On Tue, 9 Jun 2020 17:47:47 +0200
Claudio Imbrenda <imbre...@linux.ibm.com> wrote:

> On Tue, 9 Jun 2020 11:41:30 +0200
> Halil Pasic <pa...@linux.ibm.com> wrote:
> 
> [...]
> 
> > I don't know. Janosch could answer that, but he is on vacation. Adding
> > Claudio maybe he can answer. My understanding is, that while it might
> > be possible, it is ugly at best. The ability to do a transition is
> > indicated by a CPU model feature. Indicating the feature to the guest
> > and then failing the transition sounds wrong to me.  
> 
> I agree. If the feature is advertised, then it has to work. I don't
> think we even have an architected way to fail the transition for that
> reason.
> 
> What __could__ be done is to prevent qemu from even starting if an
> incompatible device is specified together with PV.
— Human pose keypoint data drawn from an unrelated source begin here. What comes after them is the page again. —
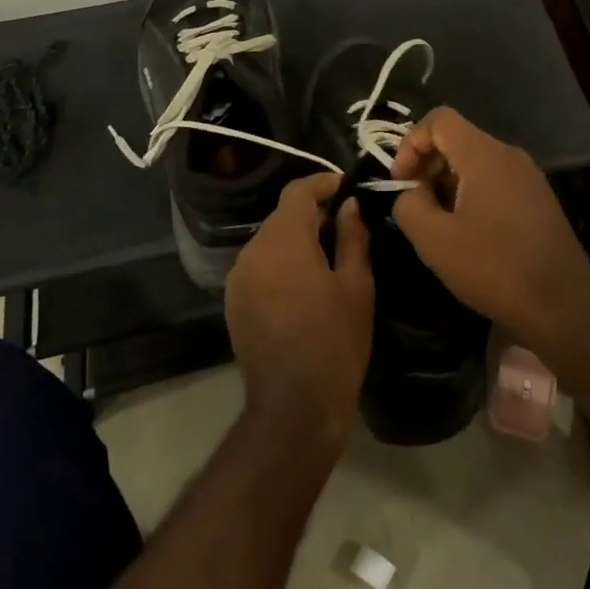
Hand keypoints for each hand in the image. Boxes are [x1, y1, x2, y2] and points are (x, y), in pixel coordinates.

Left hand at [224, 173, 373, 452]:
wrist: (294, 406)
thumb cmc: (335, 341)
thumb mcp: (356, 285)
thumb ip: (352, 237)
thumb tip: (348, 205)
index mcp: (283, 241)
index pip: (297, 192)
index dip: (322, 182)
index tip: (345, 186)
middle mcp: (252, 251)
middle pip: (281, 216)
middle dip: (311, 212)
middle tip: (344, 222)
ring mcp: (238, 278)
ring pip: (269, 241)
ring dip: (296, 238)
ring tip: (327, 253)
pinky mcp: (234, 302)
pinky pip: (259, 265)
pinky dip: (281, 261)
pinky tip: (304, 281)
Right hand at [390, 108, 589, 341]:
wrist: (563, 305)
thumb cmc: (495, 267)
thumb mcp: (434, 241)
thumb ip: (409, 205)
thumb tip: (411, 193)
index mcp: (484, 154)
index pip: (439, 119)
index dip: (410, 143)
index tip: (401, 181)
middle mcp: (509, 155)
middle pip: (457, 139)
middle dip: (427, 165)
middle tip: (414, 205)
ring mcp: (528, 176)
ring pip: (475, 162)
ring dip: (447, 184)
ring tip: (438, 224)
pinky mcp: (537, 199)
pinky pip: (494, 181)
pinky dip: (471, 195)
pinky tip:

Seems reasonable, if an incompatible device can crash the whole guest.
Better not even let it start. (And prevent hotplugging it into a
running guest.)

> 
> Another option is to disable PV at the qemu level if an incompatible
> device is present. This will have the effect that trying to boot a
> secure guest will fail mysteriously, which is IMHO also not too great.

Yes, if that is not architected, and no other possible failure code can
map to that case.

> 
> do we really have that many incompatible devices?

Which devices are compatible in the end? It seems the only ones that
are known to be working are virtio-ccw devices with IOMMU_PLATFORM on.
virtio-pci devices and non-virtio ccw (vfio-ccw, 3270) seem to be out,
as far as I understand it. What about non-ccw? PCI in general, vfio-ap?